J’ai abandonné ta mère quand elle était encore plus petite que toi. Il fallait que j’affronte l’étendue des dégâts.

 

Rory et Pike cherchent à connaître la réelle fin de Sarah. Pour cela, ils se rendent à Cincinnati et enquêtent dans les milieux qu’elle fréquentait. Les bas-fonds de notre époque.

Derrick hante le coin où il devrait faire profil bas, continuant à n’obéir qu’à ses instincts, dépositaire d’une justice toute personnelle.

Les personnages secondaires sont à l’aune des principaux, emplis de souffrances, l’aboutissement d’histoires particulièrement sombres, violentes, déglinguées.

 

Benjamin Whitmer nous offre une balade parmi les laissés pour compte de la société états-unienne. Progressant le long de ceux qui vivent en marge.

Dans un style âpre et poétique, nous suivons deux hommes qui n’espèrent plus rien, qui tentent de survivre, à coup de poings ou les armes à la main. Il n’y a que très peu de place pour la discussion, toutes les vérités sont noires ou juste bonnes à alimenter le désespoir. La violence est décrite sans voile, le dégoût est là, toujours affleurant.

Un rêve est un hachoir à saucisses qu’on alimente en y pressant sa vie. La nuit est froide comme les dents d’une fillette.

 

C’est au final un roman fort, puissant, sidérant, qui pourrait donner la nausée. Un roman si bien écrit nous décrivant sans fard des Etats-Unis abîmés, une société qui n’en a plus que le nom. Une absence de jugement des personnages, la volonté de les décrire tels qu’ils sont, font de Whitmer un romancier à suivre dès son premier roman.

 

Le suivant arrive quatre ans plus tard, il s’intitule Cry Father et se frotte une nouvelle fois à un pays abîmé, des pères paumés et une violence incontournable, un peu plus à l’ouest.

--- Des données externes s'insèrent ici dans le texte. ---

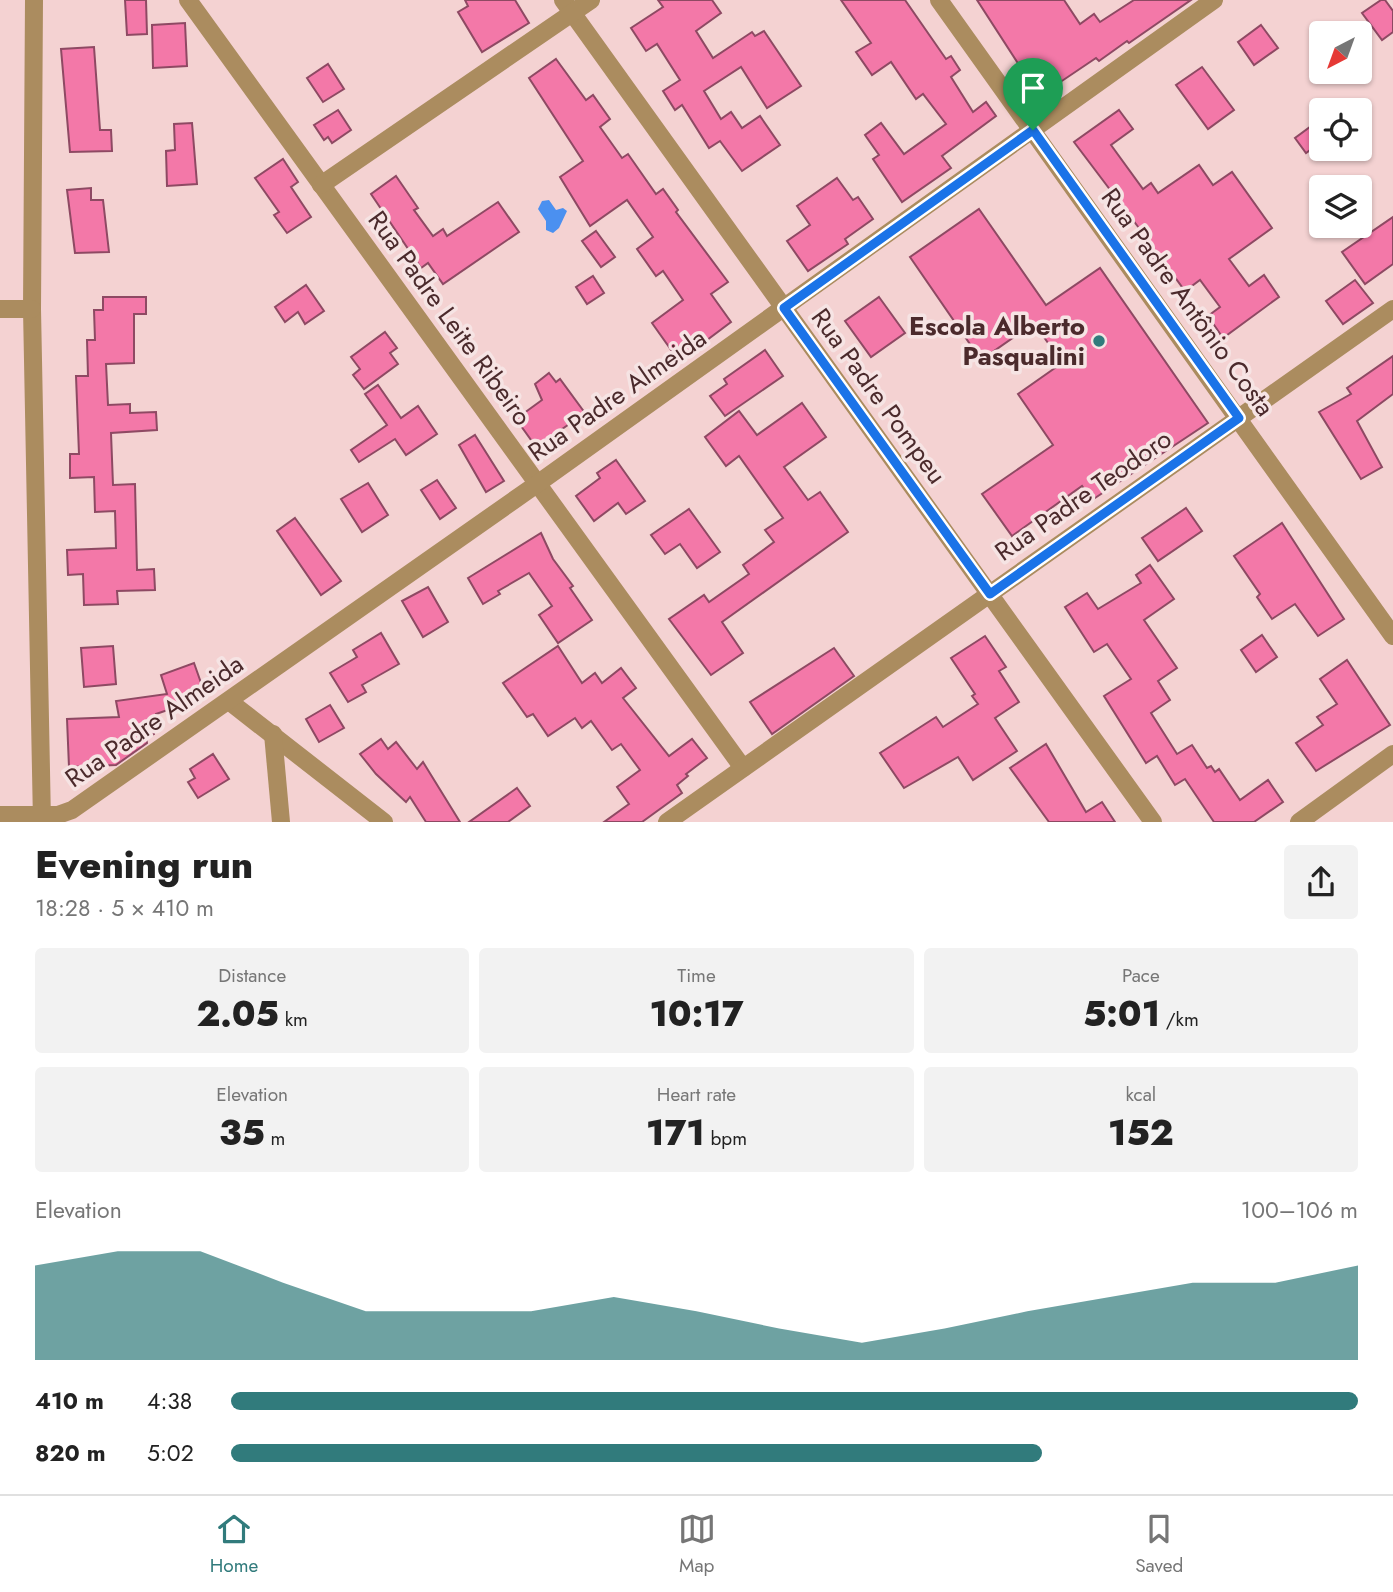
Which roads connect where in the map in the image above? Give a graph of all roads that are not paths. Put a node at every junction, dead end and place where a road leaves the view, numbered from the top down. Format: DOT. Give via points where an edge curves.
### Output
graph roads {
  1 [pos="34,0"];
  2 [pos="188,0"];
  3 [pos="591,0"];
  4 [pos="939,0"];
  5 [pos="1213,0"];
  6 [pos="568,6"];
  7 [pos="1033,130"];
  8 [pos="321,185"];
  9 [pos="784,308"];
  10 [pos="0,309"];
  11 [pos="32,309"];
  12 [pos="1393,309"];
  13 [pos="1239,418"];
  14 [pos="537,484"];
  15 [pos="990,594"];
  16 [pos="1393,636"];
  17 [pos="230,702"];
  18 [pos="273,734"];
  19 [pos="1393,754"];
  20 [pos="743,768"];
  21 [pos="0,815"];
  22 [pos="42,819"];
  23 [pos="281,822"];
  24 [pos="384,822"];
  25 [pos="667,822"];
  26 [pos="1153,822"];
  27 [pos="1299,822"];
  1 -- 11 [label="street"];
  2 -- 8 [label="street, Rua Padre Leite Ribeiro"];
  3 -- 6 [label="street"];
  4 -- 7 [label="street, Rua Padre Antônio Costa"];
  5 -- 7 [label="street, Rua Padre Almeida"];
  6 -- 8 [label="street"];
  6 -- 9 [label="street, Rua Padre Pompeu"];
  7 -- 9 [label="street, Rua Padre Almeida"];
  7 -- 13 [label="street, Rua Padre Antônio Costa"];
  8 -- 14 [label="street, Rua Padre Leite Ribeiro"];
  9 -- 14 [label="street, Rua Padre Almeida"];
  9 -- 15 [label="street, Rua Padre Pompeu"];
  10 -- 11 [label="street"];
  11 -- 22 [label="street"];
  12 -- 13 [label="street, Rua Padre Teodoro"];
  13 -- 15 [label="street, Rua Padre Teodoro"];
  13 -- 16 [label="street, Rua Padre Antônio Costa"];
  14 -- 17 [label="street, Rua Padre Almeida"];
  14 -- 20 [label="street, Rua Padre Leite Ribeiro"];
  15 -- 20 [label="street, Rua Padre Teodoro"];
  15 -- 26 [label="street, Rua Padre Pompeu"];
  17 -- 18 [label="street"];
  17 -- 22 [label="street, Rua Padre Almeida" via="72,810"];
  18 -- 23 [label="street"];
  18 -- 24 [label="street"];
  19 -- 27 [label="street"];
  20 -- 25 [label="street, Rua Padre Teodoro"];
  21 -- 22 [label="street, Rua Padre Almeida"];
}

Benjamin Whitmer sur le Net et sous mes yeux

Benjamin Whitmer a conquis les lecteurs français de romans noirs depuis trois romans. Dès le premier, il a eu ses aficionados… mais il lui reste semble-t-il a faire de même outre-Atlantique tant sa présence sur la toile paraît être plus importante par chez nous que dans ces Etats-Unis qu’il décrit avec un tel talent.

 

Pas de page en anglais dans l’encyclopédie en ligne qui a supplanté les imprimées incontournables il y a quelques années encore. Sa page en français est légère mais elle existe. Il faut ensuite bien fouiller pour dénicher quelques sites qui nous parlent un peu de lui. Outre la biographie de son éditeur en France, les éditions Gallmeister, on peut trouver quelques occasions de l’entendre, comme dans l’Humeur vagabonde sur France Inter, ou de le voir, comme dans la Grande Librairie sur France 5. Il a même eu les honneurs de Télérama et de son émission Le cercle polar. En dehors de cela, il se fait rare, ce sont principalement ses romans qui ont les honneurs des chroniques, ce qui n’est après tout pas si étonnant ni illogique.

La parution de ses deux premiers bouquins lui ont valu également les honneurs de quelques entretiens dans sont pays, comme sur Fiction Unbound, LitReactor, Electric Lit ou Mystery People. Mais il s’avère relativement peu présent, je ne suis même pas sûr que la version originale de son dernier roman paru par ici, Évasion, ait été publiée dans son pays.

 

En attendant les critiques dont il a bénéficié ici m’ont poussé à le lire et je vous parle très bientôt de ces lectures.